Banyodan çıktığımda Basak giyinmisti hatta baştan başa siyah. Siyah zımbalı bir şort, siyah çorap, siyah bluz, siyah ceket ve siyah boyunluk giymişti.  

"Sandığımdan daha çok yakışmış Duru ya. Bu güzellikle nasıl sevgilin olmaz hala şaşırıyorum." dediğinde istemsizce gülümsedim. Buraya gelmeden önce de sevgilim yoktu. En son 1 yıl önce falan sevgilim olmuştu. Onunla da ayrıldığımızdan beridir görüşmemiştim. Zaten şu ana kadar olan sevgililerimden hiçbirine aşık olmamıştım. Ceren de bu konuda benimle çok dalga geçiyordu. Bir keresinde arkadaşımın abisiyle sevgili olmuştum ama onu da yürütememiştik. Abi dediysem de aramızda bir yaş vardı. En uzun süre onunla çıkmıştım. O da 1 yıl sürmüştü.

"Ne o kız daldın gittin. Geçmişi mi hatırladın." dediğinde ona bakıp güldüm.

"Biz çıkana kadar öğle olacak anlaşılan."

"Ayy Haklısın. Simdi zamanı değil ama sonra sıkıştırıcam seni." dedi ve dolaplarından birine donüp siyah düz taban bir ayakkabı çıkardı. "39 numara giyebilir misin?"

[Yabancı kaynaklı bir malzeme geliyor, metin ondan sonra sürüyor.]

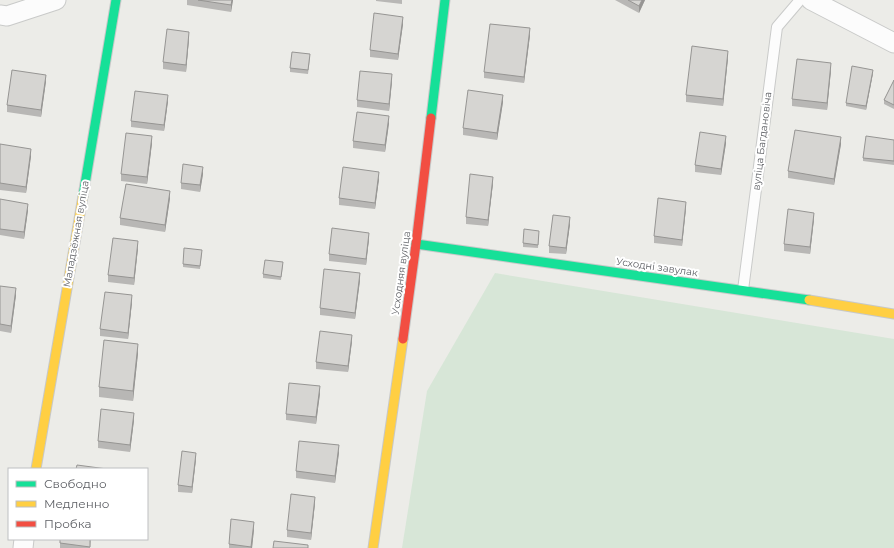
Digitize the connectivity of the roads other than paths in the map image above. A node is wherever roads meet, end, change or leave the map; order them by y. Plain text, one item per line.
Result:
1 (56, 0) edge
2 (116, 0) edge
3 (445, 0) edge
4 (800, 0) edge
5 (812, 0) edge
6 (0, 15) edge
7 (894, 43) edge
8 (416, 244) junction
9 (743, 290) junction
10 (894, 314) edge
11 (36, 468) edge
12 (373, 548) edge

1 - 6 street
2 - 11 street, Маладзёжная вуліца
3 - 8 street, Усходняя вуліца
4 - 9 lane, вуліца Багдановіча
5 - 7 street
8 - 9 street, Усходні завулак
8 - 12 street, Усходняя вуліца
9 - 10 street, Усходні завулак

"Ayakkabı numaram benim de 39. Sanırım vücut ölçülerimiz de aynı." dediğimde güldü ve ayakkabıları bana uzattı. Yatağına oturup ayakkabıları ayağıma geçirdim. Tam olmuştu. Kendisine de bana verdiklerine çok benzer bir ayakkabı seçti ve benim gibi yatağına oturup ayakkabılarını giydi.

"Hazırsak çıkalım mı?"
"Ben sana sevgili bulacağım ya."
"Sacmalama Basak hadi yürü."
"Dur kanka dur. Bir şeyler eksik sende." deyip başka bir dolap açtı ve bir şeyler aramaya başladı. Ben dolabın arkasında olduğum için ne aradığını göremiyordum. Başını dolaptan çekip bana döndü ve elindeki siyah şapkayı elime uzattı. Elime aldım ve aynaya dönüp kafama taktım. Çok tatlı olmuştu bu bana.
"Bir de şu gözlükleri al." dediğinde gözlüklere baktım. Elime alıp gözlüğü taktım.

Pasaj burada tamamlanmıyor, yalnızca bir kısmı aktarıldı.